Though primarily known as a philosopher, Aristotle made substantial contributions to nearly every academic subject existing in his time. Over 2,400 years after his death, many of his teachings still lay the foundation for modern schools of thought. His zoological notes and observations were so far ahead of their time that some of them were not confirmed until the nineteenth century. An exceptional student of Plato, Aristotle was trained by the best educator the world had to offer; his own insights pushed away from Plato’s archetypes towards an experiential understanding of the world around him, giving birth to Aristotelian logic. This understanding led to some of history’s most profound observations of the way the world works. Aristotle achieved a deeper understanding of reality than countless philosophers before and after his time.
Included in the Select Works of Aristotle (40 vols.) are many of his surviving texts covering a wide range of subjects. Most of the works Aristotle prepared for publication no longer exist, but the remains have become almost essential to Western thought. The texts contained in this collection are likely his notes from lectures, with a few more polished works. Some of these texts are also believed to have been written by other scholars at the school where Aristotle taught. Together, these texts offer valuable insight from one of the greatest minds to ever live. Students of philosophy, Greek, anthropology, politics, the Greco-Roman world, and the sciences will enjoy these fascinating works.

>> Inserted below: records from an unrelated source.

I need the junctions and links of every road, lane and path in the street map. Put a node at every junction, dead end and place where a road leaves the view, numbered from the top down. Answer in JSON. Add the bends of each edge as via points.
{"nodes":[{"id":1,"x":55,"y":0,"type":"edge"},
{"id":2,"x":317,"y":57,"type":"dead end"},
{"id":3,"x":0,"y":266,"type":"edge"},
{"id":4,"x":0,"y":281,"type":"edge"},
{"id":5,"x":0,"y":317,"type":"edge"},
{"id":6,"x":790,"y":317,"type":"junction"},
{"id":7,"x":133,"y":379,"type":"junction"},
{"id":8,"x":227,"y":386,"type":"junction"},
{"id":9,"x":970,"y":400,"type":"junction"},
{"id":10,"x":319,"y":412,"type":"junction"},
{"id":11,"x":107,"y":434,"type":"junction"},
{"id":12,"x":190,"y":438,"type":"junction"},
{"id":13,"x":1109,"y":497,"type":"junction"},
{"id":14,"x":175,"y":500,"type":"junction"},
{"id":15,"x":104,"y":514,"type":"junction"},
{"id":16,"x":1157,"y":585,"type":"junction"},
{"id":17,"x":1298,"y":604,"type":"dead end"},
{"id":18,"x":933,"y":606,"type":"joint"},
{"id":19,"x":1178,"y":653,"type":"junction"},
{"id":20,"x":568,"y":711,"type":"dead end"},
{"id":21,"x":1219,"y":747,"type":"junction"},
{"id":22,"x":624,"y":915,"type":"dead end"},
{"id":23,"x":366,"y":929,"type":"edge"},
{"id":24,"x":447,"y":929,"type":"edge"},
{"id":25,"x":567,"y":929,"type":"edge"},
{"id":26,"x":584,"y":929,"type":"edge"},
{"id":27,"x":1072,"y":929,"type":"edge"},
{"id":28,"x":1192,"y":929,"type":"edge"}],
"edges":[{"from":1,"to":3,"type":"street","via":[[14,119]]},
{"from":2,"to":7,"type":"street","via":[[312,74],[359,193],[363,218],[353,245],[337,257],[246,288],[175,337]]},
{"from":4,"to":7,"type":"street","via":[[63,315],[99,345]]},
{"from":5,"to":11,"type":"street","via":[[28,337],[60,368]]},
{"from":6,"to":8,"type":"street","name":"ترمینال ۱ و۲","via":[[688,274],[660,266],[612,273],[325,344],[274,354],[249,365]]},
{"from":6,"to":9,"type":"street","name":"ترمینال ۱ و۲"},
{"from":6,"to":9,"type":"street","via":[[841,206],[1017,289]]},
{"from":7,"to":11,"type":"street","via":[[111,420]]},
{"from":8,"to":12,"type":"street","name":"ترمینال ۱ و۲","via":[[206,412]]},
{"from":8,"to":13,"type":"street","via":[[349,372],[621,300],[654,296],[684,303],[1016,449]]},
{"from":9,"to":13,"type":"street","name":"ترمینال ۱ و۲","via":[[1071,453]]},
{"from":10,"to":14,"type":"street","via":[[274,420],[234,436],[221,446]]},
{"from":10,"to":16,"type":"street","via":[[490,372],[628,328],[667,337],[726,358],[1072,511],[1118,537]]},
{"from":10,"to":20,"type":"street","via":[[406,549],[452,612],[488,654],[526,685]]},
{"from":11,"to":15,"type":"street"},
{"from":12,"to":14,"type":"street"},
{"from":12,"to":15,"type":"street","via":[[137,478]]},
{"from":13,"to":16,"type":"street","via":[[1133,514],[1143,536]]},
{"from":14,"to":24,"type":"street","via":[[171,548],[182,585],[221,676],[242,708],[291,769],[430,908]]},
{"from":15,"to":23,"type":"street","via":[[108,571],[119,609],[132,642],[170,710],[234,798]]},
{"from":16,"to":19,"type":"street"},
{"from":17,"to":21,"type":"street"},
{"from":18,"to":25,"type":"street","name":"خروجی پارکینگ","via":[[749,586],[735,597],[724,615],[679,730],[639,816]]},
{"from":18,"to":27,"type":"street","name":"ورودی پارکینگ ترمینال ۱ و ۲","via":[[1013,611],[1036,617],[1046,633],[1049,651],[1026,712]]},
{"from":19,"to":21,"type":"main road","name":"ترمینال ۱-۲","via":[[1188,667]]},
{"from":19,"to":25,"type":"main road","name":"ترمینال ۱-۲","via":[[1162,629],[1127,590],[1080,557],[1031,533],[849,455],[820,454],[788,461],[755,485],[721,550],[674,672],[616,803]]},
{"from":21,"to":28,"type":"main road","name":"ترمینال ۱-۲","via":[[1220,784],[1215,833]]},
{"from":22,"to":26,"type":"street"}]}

This collection contains the complete texts in their Loeb Classical Library editions. Each volume is included in its original Greek with an English translation for easy side-by-side comparison. Logos’ language tools help you to go deeper into the Greek texts and explore Aristotle’s fascinating language. Use the dictionary lookup tool to examine difficult Greek words and find every occurrence in your library. There’s never been a better way for students of history, medicine, culture, and Greek and Latin literature to absorb these intriguing works.
Aristotle (384–322 BC) was a Greek philosopher who studied a broad range of subjects, including physics, metaphysics, poetry, theater, music, logic, rhetoric, linguistics, politics, government, ethics, biology, and zoology. He was a student of Plato’s and a teacher of Alexander the Great. His works provided the first formal study of logic, and his philosophy is still widely studied today. Nearly all of the works he prepared for publication were lost, but substantial notes and fragments have survived for over 2,000 years.